The idea to expand the competition to Crawford County residents came from Allegheny College's new president, Hilary Link, who began her tenure last July. Link said she noticed a divide between the campus and city of Meadville and hoped to bridge the gap by involving the wider community in the competition.
"I think one of the things that's surprised me the most is learning from various community members how little they know the college and actually take advantage of the college," she said.
Link brought up an example of a meeting between the college's international students and members of the Meadville Woman's Club held a few months ago.
"A lot of these women who were in their 70s — born and bred and lived their whole lives in Meadville — said ... they've never been on the campus before," she said. "And that to me was so disheartening and I thought 'OK, we really have this reputation of being the college up on the hill and we really need to work a lot harder to take down that perception.'"
Link said she hopes opening up the competition will help "demystify" the college to Meadville residents who have never been on the campus, as well as lead to potential career opportunities being created in Meadville. Allison expressed similar sentiments.
"If you look at what creates jobs in this country, it's not large corporations, it's small business," he said. "More importantly, it's new business, and if you look at the average funding for a start-up business in the United States, it's less than $25,000 and most of that is done with a credit card."
To assist the public in preparing for the competition, Allegheny College is offering three workshops focused on key points of the entrepreneurial process. These workshops have been offered in the past to non-business students wishing to get involved in the Zingale Big Idea Competition, but this is their first year involving non-college students.
The first of these sessions is Tuesday and will focus on coming up with ideas. The second, which is Feb. 20, will be about building operations plans and market strategy. The final session, scheduled for March 24, will inform attendees about how to pitch their ideas to potential investors.

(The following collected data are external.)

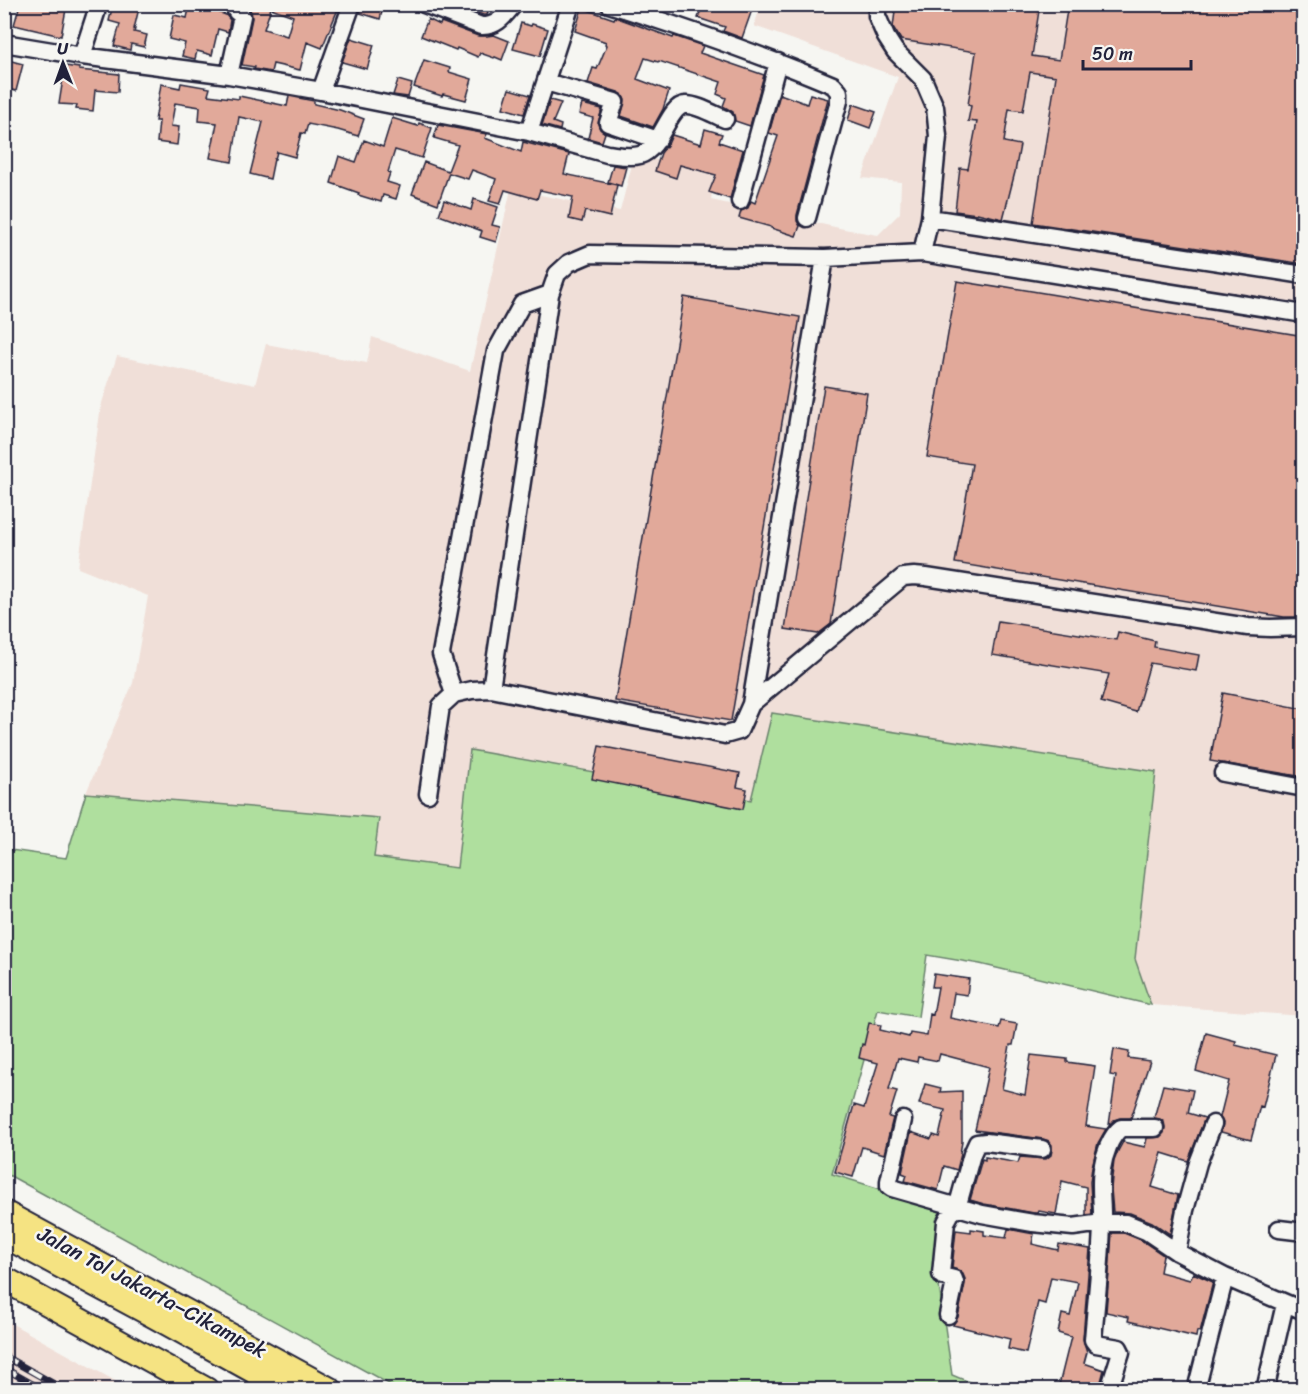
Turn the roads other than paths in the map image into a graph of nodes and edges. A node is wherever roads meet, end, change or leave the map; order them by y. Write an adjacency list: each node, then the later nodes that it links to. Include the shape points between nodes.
1 (236, 4): 12 (street, via 236,11 242,16)
2 (352, 4): 14 (street)
3 (424, 4): 4 (street, via 488,27)
4 (514, 4)
5 (571, 4): 13 (street)
6 (609, 4): 11 (street)
7 (877, 4): 20 (street, via 877,16 886,38 923,79 935,107 938,136)
8 (96, 13): 10 (street)
9 (4, 43): 10 (street)
10 (82, 56): 12 (street)
11 (778, 62): 18 (street); 19 (street, via 833,85 839,92 835,120)
12 (229, 75): 14 (street)
13 (546, 82): 16 (street); 17 (street, via 615,102 608,123)
14 (321, 91): 16 (street)
15 (725, 119): 17 (street, via 694,106 679,106)
16 (529, 132): 17 (street, via 632,157 642,155)
17 (658, 140)
18 (740, 201)
19 (807, 218)
20 (930, 218): 21 (street); 23 (street)
21 (922, 253): 22 (street); 25 (street)
22 (825, 258): 24 (street, via 590,254 569,263 557,274); 29 (street)
23 (1304, 275)
24 (550, 294): 27 (street); 28 (street, via 522,304 496,351 441,654)
25 (1304, 314)
26 (1304, 627): 29 (street, via 1248,627 926,577 903,577)
27 (491, 689): 28 (street); 29 (street, via 725,735 739,731)
28 (454, 694): 32 (street, via 441,705)
29 (751, 704)
30 (1223, 772): 31 (street)
31 (1304, 788)
32 (428, 794)
33 (903, 1120): 37 (street, via 889,1186)
34 (1213, 1124): 44 (street, via 1198,1163)
35 (1155, 1128): 39 (street, via 1121,1128 1114,1136 1104,1158 1100,1181)
36 (1042, 1149): 37 (street, via 977,1143)
37 (957, 1208): 39 (street, via 1033,1223 1073,1227); 49 (street, via 946,1222 941,1272 956,1282)
38 (4, 1213): 53 (highway, Jalan Tol Jakarta–Cikampek)
39 (1102, 1223): 44 (street, via 1125,1223 1146,1231); 54 (street, via 1093,1340 1119,1348)
40 (1279, 1229): 41 (street)
41 (1304, 1232)
42 (4, 1235): 52 (highway)
43 (4, 1250): 51 (highway)
44 (1177, 1252): 45 (street)
45 (1225, 1277): 47 (street); 55 (street)
46 (4, 1279): 50 (highway)
47 (1286, 1304): 48 (street); 56 (street)
48 (1304, 1311)
49 (948, 1315)
50 (206, 1389)
51 (257, 1389)
52 (289, 1389)
53 (330, 1389)
54 (1109, 1389)
55 (1196, 1389)
56 (1265, 1389)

Participation in the workshops is not a requirement for taking part in the competition. Anyone interested in taking part in the competition and/or attending the workshops should email Holt, at email@example.com, in order to register.
The workshops are from 12:30 to 1:15 p.m. on their respective days at Quigley Hall on Allegheny College.
The Zingale Big Idea Competition is in its 13th year and takes place over a three-day time period, from April 23-25. It is named after Lance Zingale, a 1977 Allegheny graduate who contributes to the contest's prize pool and regularly serves as one of the judges.